The Association of German Chambers of Commerce and Industry (DIHK) welcomes German parliamentary efforts toward simplifying the process for asylum-seekers to work in Germany. After all, late last year 400,000 asylum-seekers — most of whom had come to Germany in 2015 — were either pursuing vocational training or had found a job.
Yet Constantin Bräunig, who is part of a DIHK network aiming to encourage companies to integrate migrants, said “the question is whether some of these regulations may be counterproductive.” He underlined that when lawmakers “require migrants to wait around for certain periods, this runs counter to the goal of helping employed individuals remain in the country.”
Read more: Germany increasingly popular for highly skilled migrants
Bräunig is referring to the rule that rejected asylum-seekers must wait for three or even 12 months until they are finally allowed to enroll in vocational training or start work. Referring to this apparent contradiction, Labor and Social Affairs Minister Hubertus Heil (of the junior governing coalition partner Social Democrats), said in 2018: “I have the feeling Germany is deporting the wrong people.”
Lawyers and insiders report that often well-integrated asylum-seekers are deported first because they, unlike others, have not gone underground to evade authorities. The DIHK is well aware of cases in which rejected asylum-seekers, who were going about their jobs, were taken by police and deported. The association’s Bräunig said these “are exceptions but they keep happening.” He told DW that other asylum-seekers who witness such arrests often quit their jobs fearing a similar fate.
Read more: Berlin creates office for skilled labor immigration
Law ‘wasted an opportunity’ to fulfill Merkel’s promise
This is exactly what could happen to Mirza, the nurse from Pakistan.

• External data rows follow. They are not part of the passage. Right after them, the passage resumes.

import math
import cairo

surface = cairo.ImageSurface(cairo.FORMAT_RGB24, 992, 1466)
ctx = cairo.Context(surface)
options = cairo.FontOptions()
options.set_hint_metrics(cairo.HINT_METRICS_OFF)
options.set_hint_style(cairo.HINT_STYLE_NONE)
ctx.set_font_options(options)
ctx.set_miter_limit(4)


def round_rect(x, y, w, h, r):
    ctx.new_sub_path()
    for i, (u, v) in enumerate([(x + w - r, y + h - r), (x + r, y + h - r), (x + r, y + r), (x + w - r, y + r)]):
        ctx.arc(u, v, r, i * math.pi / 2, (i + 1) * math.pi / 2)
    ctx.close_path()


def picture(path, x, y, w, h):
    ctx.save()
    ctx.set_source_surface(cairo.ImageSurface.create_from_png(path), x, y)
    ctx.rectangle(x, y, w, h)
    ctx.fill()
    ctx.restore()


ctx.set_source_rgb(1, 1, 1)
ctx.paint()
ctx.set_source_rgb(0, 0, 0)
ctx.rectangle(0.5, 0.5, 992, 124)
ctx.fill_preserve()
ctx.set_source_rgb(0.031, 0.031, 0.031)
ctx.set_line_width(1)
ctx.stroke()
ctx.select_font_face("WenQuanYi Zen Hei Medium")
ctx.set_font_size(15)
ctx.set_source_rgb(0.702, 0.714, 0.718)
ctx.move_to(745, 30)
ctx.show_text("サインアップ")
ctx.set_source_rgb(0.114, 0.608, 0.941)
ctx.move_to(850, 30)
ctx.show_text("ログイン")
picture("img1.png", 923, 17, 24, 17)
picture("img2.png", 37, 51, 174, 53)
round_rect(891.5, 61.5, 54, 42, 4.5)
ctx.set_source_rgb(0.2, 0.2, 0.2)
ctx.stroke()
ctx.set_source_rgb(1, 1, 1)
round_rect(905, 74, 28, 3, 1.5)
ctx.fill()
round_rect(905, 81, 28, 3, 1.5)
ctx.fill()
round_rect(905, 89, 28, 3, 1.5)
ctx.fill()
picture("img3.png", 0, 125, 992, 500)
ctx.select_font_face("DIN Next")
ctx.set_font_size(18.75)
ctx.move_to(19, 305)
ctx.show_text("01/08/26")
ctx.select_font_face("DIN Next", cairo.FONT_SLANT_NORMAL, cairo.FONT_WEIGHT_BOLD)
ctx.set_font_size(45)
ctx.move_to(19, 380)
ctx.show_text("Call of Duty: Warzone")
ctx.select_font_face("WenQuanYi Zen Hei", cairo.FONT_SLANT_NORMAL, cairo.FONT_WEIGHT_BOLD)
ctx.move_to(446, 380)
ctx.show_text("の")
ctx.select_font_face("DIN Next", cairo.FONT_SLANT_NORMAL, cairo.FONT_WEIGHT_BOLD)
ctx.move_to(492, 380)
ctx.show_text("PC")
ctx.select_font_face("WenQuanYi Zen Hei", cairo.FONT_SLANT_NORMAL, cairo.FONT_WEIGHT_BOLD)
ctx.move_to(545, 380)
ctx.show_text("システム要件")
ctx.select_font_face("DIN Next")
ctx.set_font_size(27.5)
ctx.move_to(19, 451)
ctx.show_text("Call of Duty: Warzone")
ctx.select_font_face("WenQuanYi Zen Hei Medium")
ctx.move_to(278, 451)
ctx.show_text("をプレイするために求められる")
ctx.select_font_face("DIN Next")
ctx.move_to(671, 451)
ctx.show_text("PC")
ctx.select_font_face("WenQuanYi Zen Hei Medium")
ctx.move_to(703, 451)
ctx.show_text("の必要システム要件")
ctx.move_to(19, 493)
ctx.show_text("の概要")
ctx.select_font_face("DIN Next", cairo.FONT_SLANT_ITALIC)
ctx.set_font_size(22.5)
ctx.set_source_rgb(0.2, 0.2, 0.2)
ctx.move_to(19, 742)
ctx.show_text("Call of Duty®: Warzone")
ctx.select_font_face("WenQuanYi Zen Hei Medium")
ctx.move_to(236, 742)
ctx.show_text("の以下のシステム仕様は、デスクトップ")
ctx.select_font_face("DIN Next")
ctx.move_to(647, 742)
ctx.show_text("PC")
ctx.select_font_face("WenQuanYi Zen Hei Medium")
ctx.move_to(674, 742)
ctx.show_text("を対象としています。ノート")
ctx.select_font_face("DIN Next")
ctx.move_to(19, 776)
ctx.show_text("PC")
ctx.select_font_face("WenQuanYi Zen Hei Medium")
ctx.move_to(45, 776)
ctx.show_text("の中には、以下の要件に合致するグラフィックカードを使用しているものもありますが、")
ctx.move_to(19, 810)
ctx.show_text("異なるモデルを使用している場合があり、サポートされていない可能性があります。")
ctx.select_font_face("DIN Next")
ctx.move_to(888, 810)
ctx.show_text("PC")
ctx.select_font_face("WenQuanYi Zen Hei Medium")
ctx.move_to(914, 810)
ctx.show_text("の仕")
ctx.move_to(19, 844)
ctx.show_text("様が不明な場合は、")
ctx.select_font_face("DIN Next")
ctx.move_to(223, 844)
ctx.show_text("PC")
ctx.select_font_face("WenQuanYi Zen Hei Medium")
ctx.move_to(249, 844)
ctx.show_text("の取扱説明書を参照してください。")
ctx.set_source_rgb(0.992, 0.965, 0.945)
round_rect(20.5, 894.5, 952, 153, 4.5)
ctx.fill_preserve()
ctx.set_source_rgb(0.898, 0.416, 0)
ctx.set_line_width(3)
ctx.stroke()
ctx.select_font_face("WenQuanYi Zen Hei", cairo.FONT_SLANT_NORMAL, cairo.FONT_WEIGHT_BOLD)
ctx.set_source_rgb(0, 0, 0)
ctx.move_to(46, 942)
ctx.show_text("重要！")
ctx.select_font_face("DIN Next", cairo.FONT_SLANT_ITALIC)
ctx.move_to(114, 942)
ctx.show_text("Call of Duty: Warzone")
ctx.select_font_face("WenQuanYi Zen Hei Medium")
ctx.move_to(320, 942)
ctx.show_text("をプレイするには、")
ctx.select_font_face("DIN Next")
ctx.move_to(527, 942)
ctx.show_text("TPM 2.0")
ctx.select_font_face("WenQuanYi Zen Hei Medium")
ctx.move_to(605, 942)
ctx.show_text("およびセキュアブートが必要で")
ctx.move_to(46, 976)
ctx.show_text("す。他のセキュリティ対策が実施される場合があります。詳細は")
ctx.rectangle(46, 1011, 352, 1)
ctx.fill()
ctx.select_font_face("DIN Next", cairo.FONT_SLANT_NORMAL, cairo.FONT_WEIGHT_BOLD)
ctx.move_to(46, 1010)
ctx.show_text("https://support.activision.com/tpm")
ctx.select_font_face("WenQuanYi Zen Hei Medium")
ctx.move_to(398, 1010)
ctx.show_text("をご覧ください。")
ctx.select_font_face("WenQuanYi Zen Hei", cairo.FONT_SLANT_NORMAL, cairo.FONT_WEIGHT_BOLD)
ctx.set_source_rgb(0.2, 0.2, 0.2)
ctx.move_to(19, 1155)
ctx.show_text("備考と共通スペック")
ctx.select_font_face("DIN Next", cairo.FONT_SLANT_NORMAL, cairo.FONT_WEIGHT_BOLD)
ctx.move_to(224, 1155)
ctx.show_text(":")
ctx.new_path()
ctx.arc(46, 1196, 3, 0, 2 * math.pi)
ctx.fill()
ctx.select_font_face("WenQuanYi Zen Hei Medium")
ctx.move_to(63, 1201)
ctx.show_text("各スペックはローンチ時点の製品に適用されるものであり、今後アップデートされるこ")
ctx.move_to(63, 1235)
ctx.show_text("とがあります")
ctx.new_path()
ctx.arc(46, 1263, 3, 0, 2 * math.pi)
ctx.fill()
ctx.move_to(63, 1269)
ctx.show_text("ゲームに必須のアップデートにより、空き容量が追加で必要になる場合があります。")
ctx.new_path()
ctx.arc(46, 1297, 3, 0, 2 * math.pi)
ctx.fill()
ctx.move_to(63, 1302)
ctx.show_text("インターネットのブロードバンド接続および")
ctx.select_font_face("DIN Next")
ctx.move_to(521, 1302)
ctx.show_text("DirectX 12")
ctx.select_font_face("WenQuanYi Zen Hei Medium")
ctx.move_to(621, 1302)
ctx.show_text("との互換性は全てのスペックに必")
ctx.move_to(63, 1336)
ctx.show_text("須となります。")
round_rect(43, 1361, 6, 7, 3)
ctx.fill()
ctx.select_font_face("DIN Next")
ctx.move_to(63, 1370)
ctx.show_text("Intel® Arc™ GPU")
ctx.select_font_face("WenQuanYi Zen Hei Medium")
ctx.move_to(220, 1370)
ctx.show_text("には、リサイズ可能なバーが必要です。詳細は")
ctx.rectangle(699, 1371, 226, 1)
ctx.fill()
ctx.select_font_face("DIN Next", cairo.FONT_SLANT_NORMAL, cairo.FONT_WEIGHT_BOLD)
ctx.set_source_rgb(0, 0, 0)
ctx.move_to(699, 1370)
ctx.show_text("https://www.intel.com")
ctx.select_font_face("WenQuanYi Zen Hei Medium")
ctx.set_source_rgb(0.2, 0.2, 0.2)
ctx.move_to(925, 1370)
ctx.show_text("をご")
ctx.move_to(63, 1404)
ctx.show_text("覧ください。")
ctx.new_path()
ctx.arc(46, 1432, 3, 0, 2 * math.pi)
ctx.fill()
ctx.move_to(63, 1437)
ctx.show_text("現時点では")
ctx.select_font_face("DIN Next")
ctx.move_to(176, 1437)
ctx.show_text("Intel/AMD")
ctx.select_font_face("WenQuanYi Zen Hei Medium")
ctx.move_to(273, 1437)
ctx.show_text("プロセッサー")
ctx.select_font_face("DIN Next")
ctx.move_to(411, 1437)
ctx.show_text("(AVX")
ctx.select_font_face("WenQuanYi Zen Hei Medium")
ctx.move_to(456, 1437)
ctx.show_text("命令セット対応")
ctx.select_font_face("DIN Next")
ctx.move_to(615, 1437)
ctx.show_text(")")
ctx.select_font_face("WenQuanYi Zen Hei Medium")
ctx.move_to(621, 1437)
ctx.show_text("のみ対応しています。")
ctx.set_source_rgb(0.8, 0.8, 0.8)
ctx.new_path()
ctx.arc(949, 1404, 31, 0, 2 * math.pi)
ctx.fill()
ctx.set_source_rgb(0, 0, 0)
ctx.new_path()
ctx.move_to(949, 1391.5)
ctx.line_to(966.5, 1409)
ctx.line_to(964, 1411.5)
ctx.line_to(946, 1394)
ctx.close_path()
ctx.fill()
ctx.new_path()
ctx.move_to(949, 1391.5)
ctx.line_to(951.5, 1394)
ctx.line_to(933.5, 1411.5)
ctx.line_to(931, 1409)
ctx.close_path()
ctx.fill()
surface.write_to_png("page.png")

Professor Schwenken said that “few asylum-seekers from Pakistan are granted asylum” and that after being rejected, the new law would mean Mirza would have to wait around for at least three months hoping that the immigration authority temporarily suspends his deportation.
The bill that passed on Friday in the Bundestag, the lower house of German parliament, would allow skilled workers from third-party states a permanent residence permit — but will not help Mirza either, as he currently lacks the necessary geriatric nursing certificate, said Schwenken. This means it will remain difficult for asylum-seekers to apply for and obtain a work visa in Germany.
When Mirza addressed Merkel at the town hall meeting, he did not refer to legal paragraphs but cited simple common sense to argue his case. He said that as the German state had already spent so much money on integrating him, and the town of Schwedt had already shown so much commitment in helping him settle in, deporting him simply made no sense.
Read more: Germany passes refugee migration ‘stress test’
Merkel replied that his was “a typical case” and that she would try to tailor the new bundle of laws to account for people in such circumstances. Legal experts, however, say the new policy measures do nothing to help people like Mirza work in Germany.
Professor Schwenken, meanwhile, criticizes the fact that lawmakers “have wasted an opportunity to help a large number of asylum-seekers get into the labor market. The demands placed on them are simply too great.”